### [Exercise prompt]
Search the records for the word "Sarita". Copy every line where it appears.

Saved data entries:
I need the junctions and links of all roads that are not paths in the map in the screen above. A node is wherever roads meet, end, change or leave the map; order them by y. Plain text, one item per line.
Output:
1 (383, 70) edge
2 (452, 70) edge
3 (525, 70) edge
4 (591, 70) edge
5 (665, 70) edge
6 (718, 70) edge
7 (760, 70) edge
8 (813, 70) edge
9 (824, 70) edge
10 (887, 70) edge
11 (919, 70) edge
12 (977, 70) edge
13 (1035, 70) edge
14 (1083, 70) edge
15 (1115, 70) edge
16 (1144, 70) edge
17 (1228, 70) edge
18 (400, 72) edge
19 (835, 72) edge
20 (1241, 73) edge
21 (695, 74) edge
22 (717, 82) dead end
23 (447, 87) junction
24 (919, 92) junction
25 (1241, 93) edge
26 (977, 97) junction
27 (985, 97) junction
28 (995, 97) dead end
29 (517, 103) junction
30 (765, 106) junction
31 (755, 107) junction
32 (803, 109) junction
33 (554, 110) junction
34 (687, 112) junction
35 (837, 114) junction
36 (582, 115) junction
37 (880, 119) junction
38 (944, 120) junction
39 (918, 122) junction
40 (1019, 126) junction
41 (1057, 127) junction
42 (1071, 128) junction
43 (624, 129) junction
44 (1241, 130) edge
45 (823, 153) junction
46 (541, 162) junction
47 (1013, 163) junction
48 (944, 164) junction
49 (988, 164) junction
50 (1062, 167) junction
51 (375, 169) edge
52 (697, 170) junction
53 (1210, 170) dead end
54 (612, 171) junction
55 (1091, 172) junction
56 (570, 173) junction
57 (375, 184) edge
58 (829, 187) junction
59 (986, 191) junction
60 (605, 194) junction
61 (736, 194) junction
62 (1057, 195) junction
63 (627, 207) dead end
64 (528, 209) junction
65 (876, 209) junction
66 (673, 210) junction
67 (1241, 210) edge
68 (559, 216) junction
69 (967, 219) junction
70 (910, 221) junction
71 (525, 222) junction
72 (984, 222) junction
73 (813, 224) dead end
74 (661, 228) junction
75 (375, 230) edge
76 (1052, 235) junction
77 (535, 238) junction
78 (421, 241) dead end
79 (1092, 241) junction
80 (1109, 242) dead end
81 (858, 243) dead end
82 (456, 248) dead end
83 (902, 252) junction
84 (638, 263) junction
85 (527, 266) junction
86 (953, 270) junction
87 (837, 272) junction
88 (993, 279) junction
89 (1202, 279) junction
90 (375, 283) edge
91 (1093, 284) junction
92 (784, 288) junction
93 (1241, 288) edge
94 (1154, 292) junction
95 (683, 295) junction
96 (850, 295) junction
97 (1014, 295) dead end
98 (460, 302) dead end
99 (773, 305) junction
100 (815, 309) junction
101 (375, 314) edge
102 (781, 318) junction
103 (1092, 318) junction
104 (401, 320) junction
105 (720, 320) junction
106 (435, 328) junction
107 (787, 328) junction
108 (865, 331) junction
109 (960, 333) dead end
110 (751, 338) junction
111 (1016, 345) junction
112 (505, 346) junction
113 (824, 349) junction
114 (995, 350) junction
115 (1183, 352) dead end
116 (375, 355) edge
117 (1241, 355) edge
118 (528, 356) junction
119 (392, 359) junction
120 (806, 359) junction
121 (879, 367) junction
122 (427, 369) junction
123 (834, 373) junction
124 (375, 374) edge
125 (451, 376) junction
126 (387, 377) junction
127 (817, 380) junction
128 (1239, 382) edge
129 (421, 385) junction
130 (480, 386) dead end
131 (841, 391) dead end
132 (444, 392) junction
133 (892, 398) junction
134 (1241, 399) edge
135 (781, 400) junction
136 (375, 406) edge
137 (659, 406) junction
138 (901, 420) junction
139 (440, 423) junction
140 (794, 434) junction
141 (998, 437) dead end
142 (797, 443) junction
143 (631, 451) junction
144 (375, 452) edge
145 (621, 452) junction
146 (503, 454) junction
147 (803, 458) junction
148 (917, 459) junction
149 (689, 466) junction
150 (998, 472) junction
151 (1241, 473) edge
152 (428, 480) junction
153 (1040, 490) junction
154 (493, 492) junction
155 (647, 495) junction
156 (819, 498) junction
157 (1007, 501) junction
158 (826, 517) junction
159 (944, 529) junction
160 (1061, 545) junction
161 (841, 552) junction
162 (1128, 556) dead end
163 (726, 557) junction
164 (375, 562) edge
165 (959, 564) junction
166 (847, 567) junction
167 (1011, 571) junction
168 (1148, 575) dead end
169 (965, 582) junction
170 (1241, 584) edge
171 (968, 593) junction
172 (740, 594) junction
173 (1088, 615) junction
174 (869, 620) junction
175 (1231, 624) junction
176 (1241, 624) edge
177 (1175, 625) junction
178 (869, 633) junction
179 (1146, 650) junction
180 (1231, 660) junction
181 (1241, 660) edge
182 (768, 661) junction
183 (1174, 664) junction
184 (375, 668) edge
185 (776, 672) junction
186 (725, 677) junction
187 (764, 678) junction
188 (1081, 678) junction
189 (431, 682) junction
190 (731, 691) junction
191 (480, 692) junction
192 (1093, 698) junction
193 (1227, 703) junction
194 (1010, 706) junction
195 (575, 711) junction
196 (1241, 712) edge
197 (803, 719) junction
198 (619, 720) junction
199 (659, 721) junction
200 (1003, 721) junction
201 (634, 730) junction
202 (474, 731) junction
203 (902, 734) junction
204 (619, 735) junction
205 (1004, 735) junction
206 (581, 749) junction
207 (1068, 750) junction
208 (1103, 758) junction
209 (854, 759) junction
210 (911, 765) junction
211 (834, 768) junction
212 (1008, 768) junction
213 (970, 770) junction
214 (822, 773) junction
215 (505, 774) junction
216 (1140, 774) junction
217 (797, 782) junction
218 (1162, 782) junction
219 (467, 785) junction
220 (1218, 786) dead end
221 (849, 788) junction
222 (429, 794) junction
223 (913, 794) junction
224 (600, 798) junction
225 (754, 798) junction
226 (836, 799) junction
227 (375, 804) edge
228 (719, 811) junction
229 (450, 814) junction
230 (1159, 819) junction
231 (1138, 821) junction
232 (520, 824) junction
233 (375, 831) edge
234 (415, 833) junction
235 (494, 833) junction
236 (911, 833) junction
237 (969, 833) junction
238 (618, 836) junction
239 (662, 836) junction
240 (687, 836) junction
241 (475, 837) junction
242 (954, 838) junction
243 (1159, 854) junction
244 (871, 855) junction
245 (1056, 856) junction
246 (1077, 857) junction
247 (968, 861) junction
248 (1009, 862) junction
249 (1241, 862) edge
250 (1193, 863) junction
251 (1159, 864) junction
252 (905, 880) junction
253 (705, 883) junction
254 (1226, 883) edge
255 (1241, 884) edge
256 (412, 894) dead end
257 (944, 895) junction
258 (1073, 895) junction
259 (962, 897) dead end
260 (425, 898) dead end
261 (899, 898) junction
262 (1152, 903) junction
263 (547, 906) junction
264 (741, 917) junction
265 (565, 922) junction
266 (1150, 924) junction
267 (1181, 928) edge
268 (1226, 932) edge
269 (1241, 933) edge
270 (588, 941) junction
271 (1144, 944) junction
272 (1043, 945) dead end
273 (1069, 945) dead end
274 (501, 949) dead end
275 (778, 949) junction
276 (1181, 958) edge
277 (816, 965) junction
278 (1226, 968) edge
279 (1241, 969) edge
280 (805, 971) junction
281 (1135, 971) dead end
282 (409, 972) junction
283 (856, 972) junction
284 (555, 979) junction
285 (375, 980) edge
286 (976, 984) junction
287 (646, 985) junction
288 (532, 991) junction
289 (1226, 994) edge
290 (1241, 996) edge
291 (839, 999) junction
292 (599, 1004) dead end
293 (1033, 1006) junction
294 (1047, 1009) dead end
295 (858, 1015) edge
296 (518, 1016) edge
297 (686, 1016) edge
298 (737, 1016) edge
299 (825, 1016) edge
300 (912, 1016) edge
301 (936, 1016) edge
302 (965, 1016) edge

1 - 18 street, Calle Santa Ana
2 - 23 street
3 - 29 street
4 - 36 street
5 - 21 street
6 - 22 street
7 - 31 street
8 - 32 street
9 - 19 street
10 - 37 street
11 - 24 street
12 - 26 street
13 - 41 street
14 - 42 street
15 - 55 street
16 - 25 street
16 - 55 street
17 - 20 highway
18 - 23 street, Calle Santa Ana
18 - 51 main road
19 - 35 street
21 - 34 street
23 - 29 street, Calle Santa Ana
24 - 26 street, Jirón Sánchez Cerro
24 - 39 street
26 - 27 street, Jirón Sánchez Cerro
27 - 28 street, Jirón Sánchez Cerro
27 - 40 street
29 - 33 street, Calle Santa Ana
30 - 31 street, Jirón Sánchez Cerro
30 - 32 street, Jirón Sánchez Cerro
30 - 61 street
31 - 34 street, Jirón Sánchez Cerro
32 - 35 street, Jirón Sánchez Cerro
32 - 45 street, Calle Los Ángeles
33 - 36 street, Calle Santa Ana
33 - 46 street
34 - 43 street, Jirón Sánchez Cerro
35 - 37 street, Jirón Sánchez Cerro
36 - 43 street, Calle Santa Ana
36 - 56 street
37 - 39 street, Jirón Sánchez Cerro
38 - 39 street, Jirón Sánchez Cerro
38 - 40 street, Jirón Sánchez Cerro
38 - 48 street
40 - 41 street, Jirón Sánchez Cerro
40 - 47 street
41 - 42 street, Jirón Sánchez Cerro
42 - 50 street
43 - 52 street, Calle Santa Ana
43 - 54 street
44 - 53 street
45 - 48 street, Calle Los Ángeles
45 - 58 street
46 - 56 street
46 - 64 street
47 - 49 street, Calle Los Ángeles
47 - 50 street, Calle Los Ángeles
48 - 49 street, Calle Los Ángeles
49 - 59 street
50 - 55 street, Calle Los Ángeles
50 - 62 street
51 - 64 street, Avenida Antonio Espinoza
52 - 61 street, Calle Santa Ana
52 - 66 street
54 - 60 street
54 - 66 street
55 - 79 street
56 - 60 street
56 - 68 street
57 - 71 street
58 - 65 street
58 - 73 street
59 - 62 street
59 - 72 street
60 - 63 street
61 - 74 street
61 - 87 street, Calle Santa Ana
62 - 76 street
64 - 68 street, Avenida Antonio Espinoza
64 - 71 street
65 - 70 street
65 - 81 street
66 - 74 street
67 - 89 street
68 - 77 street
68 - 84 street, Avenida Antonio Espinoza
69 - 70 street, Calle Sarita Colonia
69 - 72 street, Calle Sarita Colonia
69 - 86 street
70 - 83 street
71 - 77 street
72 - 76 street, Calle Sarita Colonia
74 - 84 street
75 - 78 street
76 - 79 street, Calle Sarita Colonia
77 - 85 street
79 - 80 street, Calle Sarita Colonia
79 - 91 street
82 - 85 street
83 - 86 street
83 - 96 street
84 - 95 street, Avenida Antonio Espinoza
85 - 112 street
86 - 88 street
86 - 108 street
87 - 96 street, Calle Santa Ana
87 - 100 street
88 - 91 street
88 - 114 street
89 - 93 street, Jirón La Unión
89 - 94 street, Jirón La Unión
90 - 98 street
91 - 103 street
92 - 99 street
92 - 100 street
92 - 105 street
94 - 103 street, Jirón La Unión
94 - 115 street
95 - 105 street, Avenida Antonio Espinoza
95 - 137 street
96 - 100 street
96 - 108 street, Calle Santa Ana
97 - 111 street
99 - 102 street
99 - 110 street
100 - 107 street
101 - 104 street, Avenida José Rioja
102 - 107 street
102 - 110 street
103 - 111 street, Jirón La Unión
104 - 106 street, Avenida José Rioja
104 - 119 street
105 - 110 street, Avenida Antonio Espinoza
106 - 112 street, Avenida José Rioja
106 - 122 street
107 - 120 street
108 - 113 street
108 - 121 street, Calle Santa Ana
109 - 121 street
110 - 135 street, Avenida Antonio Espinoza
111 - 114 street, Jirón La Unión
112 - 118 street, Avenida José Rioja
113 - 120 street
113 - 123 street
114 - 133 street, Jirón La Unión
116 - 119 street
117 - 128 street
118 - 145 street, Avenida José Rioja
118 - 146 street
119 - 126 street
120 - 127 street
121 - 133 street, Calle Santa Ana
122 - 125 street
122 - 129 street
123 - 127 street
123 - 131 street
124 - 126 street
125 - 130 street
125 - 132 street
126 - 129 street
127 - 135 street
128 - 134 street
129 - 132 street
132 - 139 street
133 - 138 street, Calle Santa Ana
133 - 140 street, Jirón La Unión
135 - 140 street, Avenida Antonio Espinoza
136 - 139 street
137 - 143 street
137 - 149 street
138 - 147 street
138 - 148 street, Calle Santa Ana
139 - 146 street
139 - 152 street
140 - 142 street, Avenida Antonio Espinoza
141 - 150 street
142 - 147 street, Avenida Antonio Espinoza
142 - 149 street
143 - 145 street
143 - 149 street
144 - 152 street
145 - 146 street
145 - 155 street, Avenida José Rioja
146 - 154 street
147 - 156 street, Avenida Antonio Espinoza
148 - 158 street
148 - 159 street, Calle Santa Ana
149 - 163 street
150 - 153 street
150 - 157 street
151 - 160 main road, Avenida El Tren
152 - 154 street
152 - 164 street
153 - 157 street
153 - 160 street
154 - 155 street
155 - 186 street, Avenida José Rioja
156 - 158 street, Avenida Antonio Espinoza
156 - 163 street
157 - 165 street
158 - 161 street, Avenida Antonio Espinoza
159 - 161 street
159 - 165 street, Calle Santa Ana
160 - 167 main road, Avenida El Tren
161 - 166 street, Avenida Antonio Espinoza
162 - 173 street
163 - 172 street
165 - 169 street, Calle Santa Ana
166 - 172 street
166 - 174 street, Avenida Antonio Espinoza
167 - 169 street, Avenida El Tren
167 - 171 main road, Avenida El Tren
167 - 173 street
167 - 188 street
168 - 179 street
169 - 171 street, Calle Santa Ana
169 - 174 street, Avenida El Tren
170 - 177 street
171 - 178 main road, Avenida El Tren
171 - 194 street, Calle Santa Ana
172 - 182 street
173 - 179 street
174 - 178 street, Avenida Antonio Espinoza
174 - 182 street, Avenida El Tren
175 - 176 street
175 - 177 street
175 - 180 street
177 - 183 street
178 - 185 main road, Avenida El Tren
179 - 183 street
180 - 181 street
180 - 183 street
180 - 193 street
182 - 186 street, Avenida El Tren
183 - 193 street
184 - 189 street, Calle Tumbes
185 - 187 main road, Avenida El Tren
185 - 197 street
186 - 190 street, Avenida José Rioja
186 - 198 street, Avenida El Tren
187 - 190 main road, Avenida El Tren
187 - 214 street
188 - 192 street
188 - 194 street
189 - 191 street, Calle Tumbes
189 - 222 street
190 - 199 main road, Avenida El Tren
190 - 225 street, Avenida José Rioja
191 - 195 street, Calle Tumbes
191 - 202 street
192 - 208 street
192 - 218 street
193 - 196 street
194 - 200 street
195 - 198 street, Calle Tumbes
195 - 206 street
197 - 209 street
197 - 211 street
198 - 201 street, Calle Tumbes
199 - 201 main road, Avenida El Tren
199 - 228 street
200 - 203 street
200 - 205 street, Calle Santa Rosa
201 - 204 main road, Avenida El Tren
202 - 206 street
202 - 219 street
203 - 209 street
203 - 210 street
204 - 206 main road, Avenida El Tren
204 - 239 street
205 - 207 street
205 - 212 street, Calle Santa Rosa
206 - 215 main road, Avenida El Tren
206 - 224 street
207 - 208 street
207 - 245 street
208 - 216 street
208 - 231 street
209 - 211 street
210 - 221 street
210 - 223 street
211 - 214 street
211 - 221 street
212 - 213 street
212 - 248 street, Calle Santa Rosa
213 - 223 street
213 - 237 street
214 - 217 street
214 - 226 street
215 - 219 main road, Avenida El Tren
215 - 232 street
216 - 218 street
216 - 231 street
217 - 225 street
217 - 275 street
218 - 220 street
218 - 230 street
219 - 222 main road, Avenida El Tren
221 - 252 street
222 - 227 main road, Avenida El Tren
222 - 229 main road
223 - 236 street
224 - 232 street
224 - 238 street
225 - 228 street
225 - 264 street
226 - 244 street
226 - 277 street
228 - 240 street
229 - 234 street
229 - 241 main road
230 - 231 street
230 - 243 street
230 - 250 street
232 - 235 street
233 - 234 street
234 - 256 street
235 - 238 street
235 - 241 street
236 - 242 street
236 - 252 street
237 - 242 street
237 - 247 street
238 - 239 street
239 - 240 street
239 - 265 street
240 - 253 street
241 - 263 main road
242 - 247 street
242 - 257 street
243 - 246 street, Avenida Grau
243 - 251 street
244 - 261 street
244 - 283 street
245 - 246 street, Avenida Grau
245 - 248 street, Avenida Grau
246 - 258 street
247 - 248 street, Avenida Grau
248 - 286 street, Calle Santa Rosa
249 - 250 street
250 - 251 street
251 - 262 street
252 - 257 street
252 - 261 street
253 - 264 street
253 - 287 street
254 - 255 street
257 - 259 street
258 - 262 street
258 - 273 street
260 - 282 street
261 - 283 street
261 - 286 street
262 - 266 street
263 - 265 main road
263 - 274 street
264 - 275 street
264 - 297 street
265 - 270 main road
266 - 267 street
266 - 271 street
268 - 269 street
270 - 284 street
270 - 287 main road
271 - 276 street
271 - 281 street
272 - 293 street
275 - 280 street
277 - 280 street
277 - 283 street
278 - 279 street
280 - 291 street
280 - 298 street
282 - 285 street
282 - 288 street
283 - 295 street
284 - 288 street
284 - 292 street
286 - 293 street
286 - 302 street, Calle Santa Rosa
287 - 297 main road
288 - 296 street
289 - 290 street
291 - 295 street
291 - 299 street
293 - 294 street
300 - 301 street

### [Solution for this exercise]
69 - 70 street, Calle Sarita Colonia
69 - 72 street, Calle Sarita Colonia
72 - 76 street, Calle Sarita Colonia
76 - 79 street, Calle Sarita Colonia
79 - 80 street, Calle Sarita Colonia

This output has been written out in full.